Task directions:
Word for word, set down the entries below.

*** Block opens ***

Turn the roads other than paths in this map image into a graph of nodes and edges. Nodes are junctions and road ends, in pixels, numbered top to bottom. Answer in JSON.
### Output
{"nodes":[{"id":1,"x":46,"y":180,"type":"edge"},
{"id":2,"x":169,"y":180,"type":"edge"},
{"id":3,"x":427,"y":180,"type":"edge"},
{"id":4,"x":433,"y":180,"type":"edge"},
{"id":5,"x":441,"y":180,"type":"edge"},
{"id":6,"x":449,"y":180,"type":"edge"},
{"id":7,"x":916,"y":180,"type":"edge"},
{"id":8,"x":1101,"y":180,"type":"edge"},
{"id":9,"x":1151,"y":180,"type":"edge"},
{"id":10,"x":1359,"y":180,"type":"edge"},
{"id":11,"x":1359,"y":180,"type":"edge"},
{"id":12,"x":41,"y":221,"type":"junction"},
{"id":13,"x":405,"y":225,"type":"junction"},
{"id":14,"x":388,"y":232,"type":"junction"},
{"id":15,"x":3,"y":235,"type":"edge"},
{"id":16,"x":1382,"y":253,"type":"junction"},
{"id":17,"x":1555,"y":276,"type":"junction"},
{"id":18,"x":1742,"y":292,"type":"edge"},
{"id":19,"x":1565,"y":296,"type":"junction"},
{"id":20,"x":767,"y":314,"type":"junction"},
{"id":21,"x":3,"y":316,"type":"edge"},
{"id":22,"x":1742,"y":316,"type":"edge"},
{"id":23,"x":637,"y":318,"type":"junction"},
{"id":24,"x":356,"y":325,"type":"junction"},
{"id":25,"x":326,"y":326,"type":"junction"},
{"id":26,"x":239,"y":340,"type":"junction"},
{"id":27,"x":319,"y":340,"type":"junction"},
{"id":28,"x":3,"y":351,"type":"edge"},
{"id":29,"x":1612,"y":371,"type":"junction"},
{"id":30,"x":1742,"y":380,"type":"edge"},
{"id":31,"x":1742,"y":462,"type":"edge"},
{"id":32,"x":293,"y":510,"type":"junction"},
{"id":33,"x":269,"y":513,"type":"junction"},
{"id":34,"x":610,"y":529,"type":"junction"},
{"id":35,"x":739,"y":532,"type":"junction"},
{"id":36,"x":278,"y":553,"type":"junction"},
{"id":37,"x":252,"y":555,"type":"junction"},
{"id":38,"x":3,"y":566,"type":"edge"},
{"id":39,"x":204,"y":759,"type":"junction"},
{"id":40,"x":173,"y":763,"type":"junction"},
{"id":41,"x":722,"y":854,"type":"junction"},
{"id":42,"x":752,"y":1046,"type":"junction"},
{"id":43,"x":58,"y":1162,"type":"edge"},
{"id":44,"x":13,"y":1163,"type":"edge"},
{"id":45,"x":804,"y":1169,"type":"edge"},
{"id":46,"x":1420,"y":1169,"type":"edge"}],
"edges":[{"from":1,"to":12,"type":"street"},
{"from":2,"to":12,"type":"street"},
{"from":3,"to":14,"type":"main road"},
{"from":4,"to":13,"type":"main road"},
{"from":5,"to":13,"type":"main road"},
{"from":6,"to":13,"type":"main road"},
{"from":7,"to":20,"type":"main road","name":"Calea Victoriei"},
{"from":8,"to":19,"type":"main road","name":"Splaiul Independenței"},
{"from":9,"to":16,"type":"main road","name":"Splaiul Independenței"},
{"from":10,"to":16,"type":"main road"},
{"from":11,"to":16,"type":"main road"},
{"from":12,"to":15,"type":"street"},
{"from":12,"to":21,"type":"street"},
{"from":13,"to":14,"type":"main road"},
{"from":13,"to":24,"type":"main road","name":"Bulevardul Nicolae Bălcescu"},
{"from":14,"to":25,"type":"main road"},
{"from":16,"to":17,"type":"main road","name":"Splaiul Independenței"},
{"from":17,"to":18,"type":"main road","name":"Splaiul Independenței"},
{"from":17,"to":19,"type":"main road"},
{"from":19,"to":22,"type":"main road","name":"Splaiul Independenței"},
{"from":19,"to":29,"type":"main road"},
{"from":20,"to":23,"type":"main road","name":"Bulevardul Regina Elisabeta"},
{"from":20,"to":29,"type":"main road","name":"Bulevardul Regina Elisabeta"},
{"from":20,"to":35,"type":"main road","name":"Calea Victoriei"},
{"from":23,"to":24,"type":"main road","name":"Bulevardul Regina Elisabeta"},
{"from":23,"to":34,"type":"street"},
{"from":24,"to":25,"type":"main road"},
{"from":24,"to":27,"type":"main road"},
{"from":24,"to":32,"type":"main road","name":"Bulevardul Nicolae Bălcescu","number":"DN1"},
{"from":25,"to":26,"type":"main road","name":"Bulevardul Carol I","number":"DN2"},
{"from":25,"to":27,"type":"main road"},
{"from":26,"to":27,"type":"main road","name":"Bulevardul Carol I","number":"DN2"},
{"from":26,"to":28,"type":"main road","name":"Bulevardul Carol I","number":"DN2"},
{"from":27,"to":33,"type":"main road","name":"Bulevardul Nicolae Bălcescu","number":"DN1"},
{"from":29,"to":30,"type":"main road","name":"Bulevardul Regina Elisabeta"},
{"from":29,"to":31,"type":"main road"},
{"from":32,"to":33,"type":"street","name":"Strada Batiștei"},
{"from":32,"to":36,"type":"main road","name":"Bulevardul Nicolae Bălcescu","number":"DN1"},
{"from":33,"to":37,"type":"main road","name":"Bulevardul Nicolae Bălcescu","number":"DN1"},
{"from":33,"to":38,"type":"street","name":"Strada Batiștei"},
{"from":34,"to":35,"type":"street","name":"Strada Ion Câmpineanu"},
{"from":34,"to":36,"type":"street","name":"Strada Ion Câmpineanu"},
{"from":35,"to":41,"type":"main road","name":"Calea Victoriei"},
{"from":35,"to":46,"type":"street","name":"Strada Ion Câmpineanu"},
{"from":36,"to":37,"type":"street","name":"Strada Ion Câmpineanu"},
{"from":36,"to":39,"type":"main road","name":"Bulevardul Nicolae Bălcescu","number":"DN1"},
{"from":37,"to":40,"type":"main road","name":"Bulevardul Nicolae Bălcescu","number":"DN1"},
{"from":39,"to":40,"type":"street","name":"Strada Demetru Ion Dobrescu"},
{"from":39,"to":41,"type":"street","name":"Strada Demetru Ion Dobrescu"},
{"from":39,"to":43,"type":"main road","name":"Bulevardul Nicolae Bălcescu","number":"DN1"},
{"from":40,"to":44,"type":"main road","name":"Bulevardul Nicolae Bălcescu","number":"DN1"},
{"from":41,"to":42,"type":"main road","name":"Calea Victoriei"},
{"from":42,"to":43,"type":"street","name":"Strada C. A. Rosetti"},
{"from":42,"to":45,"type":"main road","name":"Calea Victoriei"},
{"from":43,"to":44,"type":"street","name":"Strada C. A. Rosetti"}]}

*** Block closes ***

Response area:
Turn the roads other than paths in this map image into a graph of nodes and edges. Nodes are junctions and road ends, in pixels, numbered top to bottom. Answer in JSON.
### Output
{"nodes":[{"id":1,"x":46,"y":180,"type":"edge"},
{"id":2,"x":169,"y":180,"type":"edge"},
{"id":3,"x":427,"y":180,"type":"edge"},
{"id":4,"x":433,"y":180,"type":"edge"},
{"id":5,"x":441,"y":180,"type":"edge"},
{"id":6,"x":449,"y":180,"type":"edge"},
{"id":7,"x":916,"y":180,"type":"edge"},
{"id":8,"x":1101,"y":180,"type":"edge"},
{"id":9,"x":1151,"y":180,"type":"edge"},
{"id":10,"x":1359,"y":180,"type":"edge"},
{"id":11,"x":1359,"y":180,"type":"edge"},
{"id":12,"x":41,"y":221,"type":"junction"},
{"id":13,"x":405,"y":225,"type":"junction"},
{"id":14,"x":388,"y":232,"type":"junction"},
{"id":15,"x":3,"y":235,"type":"edge"},
{"id":16,"x":1382,"y":253,"type":"junction"},
{"id":17,"x":1555,"y":276,"type":"junction"},
{"id":18,"x":1742,"y":292,"type":"edge"},
{"id":19,"x":1565,"y":296,"type":"junction"},
{"id":20,"x":767,"y":314,"type":"junction"},
{"id":21,"x":3,"y":316,"type":"edge"},
{"id":22,"x":1742,"y":316,"type":"edge"},
{"id":23,"x":637,"y":318,"type":"junction"},
{"id":24,"x":356,"y":325,"type":"junction"},
{"id":25,"x":326,"y":326,"type":"junction"},
{"id":26,"x":239,"y":340,"type":"junction"},
{"id":27,"x":319,"y":340,"type":"junction"},
{"id":28,"x":3,"y":351,"type":"edge"},
{"id":29,"x":1612,"y":371,"type":"junction"},
{"id":30,"x":1742,"y":380,"type":"edge"},
{"id":31,"x":1742,"y":462,"type":"edge"},
{"id":32,"x":293,"y":510,"type":"junction"},
{"id":33,"x":269,"y":513,"type":"junction"},
{"id":34,"x":610,"y":529,"type":"junction"},
{"id":35,"x":739,"y":532,"type":"junction"},
{"id":36,"x":278,"y":553,"type":"junction"},
{"id":37,"x":252,"y":555,"type":"junction"},
{"id":38,"x":3,"y":566,"type":"edge"},
{"id":39,"x":204,"y":759,"type":"junction"},
{"id":40,"x":173,"y":763,"type":"junction"},
{"id":41,"x":722,"y":854,"type":"junction"},
{"id":42,"x":752,"y":1046,"type":"junction"},
{"id":43,"x":58,"y":1162,"type":"edge"},
{"id":44,"x":13,"y":1163,"type":"edge"},
{"id":45,"x":804,"y":1169,"type":"edge"},
{"id":46,"x":1420,"y":1169,"type":"edge"}],
"edges":[{"from":1,"to":12,"type":"street"},
{"from":2,"to":12,"type":"street"},
{"from":3,"to":14,"type":"main road"},
{"from":4,"to":13,"type":"main road"},
{"from":5,"to":13,"type":"main road"},
{"from":6,"to":13,"type":"main road"},
{"from":7,"to":20,"type":"main road","name":"Calea Victoriei"},
{"from":8,"to":19,"type":"main road","name":"Splaiul Independenței"},
{"from":9,"to":16,"type":"main road","name":"Splaiul Independenței"},
{"from":10,"to":16,"type":"main road"},
{"from":11,"to":16,"type":"main road"},
{"from":12,"to":15,"type":"street"},
{"from":12,"to":21,"type":"street"},
{"from":13,"to":14,"type":"main road"},
{"from":13,"to":24,"type":"main road","name":"Bulevardul Nicolae Bălcescu"},
{"from":14,"to":25,"type":"main road"},
{"from":16,"to":17,"type":"main road","name":"Splaiul Independenței"},
{"from":17,"to":18,"type":"main road","name":"Splaiul Independenței"},
{"from":17,"to":19,"type":"main road"},
{"from":19,"to":22,"type":"main road","name":"Splaiul Independenței"},
{"from":19,"to":29,"type":"main road"},
{"from":20,"to":23,"type":"main road","name":"Bulevardul Regina Elisabeta"},
{"from":20,"to":29,"type":"main road","name":"Bulevardul Regina Elisabeta"},
{"from":20,"to":35,"type":"main road","name":"Calea Victoriei"},
{"from":23,"to":24,"type":"main road","name":"Bulevardul Regina Elisabeta"},
{"from":23,"to":34,"type":"street"},
{"from":24,"to":25,"type":"main road"},
{"from":24,"to":27,"type":"main road"},
{"from":24,"to":32,"type":"main road","name":"Bulevardul Nicolae Bălcescu","number":"DN1"},
{"from":25,"to":26,"type":"main road","name":"Bulevardul Carol I","number":"DN2"},
{"from":25,"to":27,"type":"main road"},
{"from":26,"to":27,"type":"main road","name":"Bulevardul Carol I","number":"DN2"},
{"from":26,"to":28,"type":"main road","name":"Bulevardul Carol I","number":"DN2"},
{"from":27,"to":33,"type":"main road","name":"Bulevardul Nicolae Bălcescu","number":"DN1"},
{"from":29,"to":30,"type":"main road","name":"Bulevardul Regina Elisabeta"},
{"from":29,"to":31,"type":"main road"},
{"from":32,"to":33,"type":"street","name":"Strada Batiștei"},
{"from":32,"to":36,"type":"main road","name":"Bulevardul Nicolae Bălcescu","number":"DN1"},
{"from":33,"to":37,"type":"main road","name":"Bulevardul Nicolae Bălcescu","number":"DN1"},
{"from":33,"to":38,"type":"street","name":"Strada Batiștei"},
{"from":34,"to":35,"type":"street","name":"Strada Ion Câmpineanu"},
{"from":34,"to":36,"type":"street","name":"Strada Ion Câmpineanu"},
{"from":35,"to":41,"type":"main road","name":"Calea Victoriei"},
{"from":35,"to":46,"type":"street","name":"Strada Ion Câmpineanu"},
{"from":36,"to":37,"type":"street","name":"Strada Ion Câmpineanu"},
{"from":36,"to":39,"type":"main road","name":"Bulevardul Nicolae Bălcescu","number":"DN1"},
{"from":37,"to":40,"type":"main road","name":"Bulevardul Nicolae Bălcescu","number":"DN1"},
{"from":39,"to":40,"type":"street","name":"Strada Demetru Ion Dobrescu"},
{"from":39,"to":41,"type":"street","name":"Strada Demetru Ion Dobrescu"},
{"from":39,"to":43,"type":"main road","name":"Bulevardul Nicolae Bălcescu","number":"DN1"},
{"from":40,"to":44,"type":"main road","name":"Bulevardul Nicolae Bălcescu","number":"DN1"},
{"from":41,"to":42,"type":"main road","name":"Calea Victoriei"},
{"from":42,"to":43,"type":"street","name":"Strada C. A. Rosetti"},
{"from":42,"to":45,"type":"main road","name":"Calea Victoriei"},
{"from":43,"to":44,"type":"street","name":"Strada C. A. Rosetti"}]}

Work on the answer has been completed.